→ TASK BRIEF: Output must match the data below exactly from its first line through the line that contains "Road topology of", with no other line.

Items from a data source
=== Section Start ===

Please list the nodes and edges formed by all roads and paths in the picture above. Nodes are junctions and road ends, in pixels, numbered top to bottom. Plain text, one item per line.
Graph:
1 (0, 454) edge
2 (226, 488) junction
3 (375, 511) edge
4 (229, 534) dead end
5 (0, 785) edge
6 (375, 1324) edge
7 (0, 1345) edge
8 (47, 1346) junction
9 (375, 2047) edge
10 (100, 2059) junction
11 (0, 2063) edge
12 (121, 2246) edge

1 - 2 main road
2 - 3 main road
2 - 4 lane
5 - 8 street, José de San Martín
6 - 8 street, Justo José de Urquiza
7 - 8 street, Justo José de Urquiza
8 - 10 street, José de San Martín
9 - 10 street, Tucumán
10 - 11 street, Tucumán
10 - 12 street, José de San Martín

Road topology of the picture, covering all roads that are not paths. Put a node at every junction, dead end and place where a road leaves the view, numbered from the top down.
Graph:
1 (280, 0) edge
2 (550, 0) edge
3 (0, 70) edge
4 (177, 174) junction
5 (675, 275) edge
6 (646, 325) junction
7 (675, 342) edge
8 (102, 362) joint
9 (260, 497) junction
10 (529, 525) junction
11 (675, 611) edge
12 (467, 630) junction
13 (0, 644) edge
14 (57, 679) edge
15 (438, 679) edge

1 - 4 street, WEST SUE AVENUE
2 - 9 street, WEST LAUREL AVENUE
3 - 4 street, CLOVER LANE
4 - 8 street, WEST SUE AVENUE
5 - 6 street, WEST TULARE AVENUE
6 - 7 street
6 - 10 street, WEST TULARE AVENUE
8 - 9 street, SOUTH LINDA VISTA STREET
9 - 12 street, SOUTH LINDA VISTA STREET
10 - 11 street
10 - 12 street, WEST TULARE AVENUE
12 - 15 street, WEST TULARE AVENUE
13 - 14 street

=== Section End ===

→ TASK SOLUTION:
Please list the nodes and edges formed by all roads and paths in the picture above. Nodes are junctions and road ends, in pixels, numbered top to bottom. Plain text, one item per line.
Graph:
1 (0, 454) edge
2 (226, 488) junction
3 (375, 511) edge
4 (229, 534) dead end
5 (0, 785) edge
6 (375, 1324) edge
7 (0, 1345) edge
8 (47, 1346) junction
9 (375, 2047) edge
10 (100, 2059) junction
11 (0, 2063) edge
12 (121, 2246) edge

1 - 2 main road
2 - 3 main road
2 - 4 lane
5 - 8 street, José de San Martín
6 - 8 street, Justo José de Urquiza
7 - 8 street, Justo José de Urquiza
8 - 10 street, José de San Martín
9 - 10 street, Tucumán
10 - 11 street, Tucumán
10 - 12 street, José de San Martín

Road topology of the picture, covering all roads that are not paths. Put a node at every junction, dead end and place where a road leaves the view, numbered from the top down.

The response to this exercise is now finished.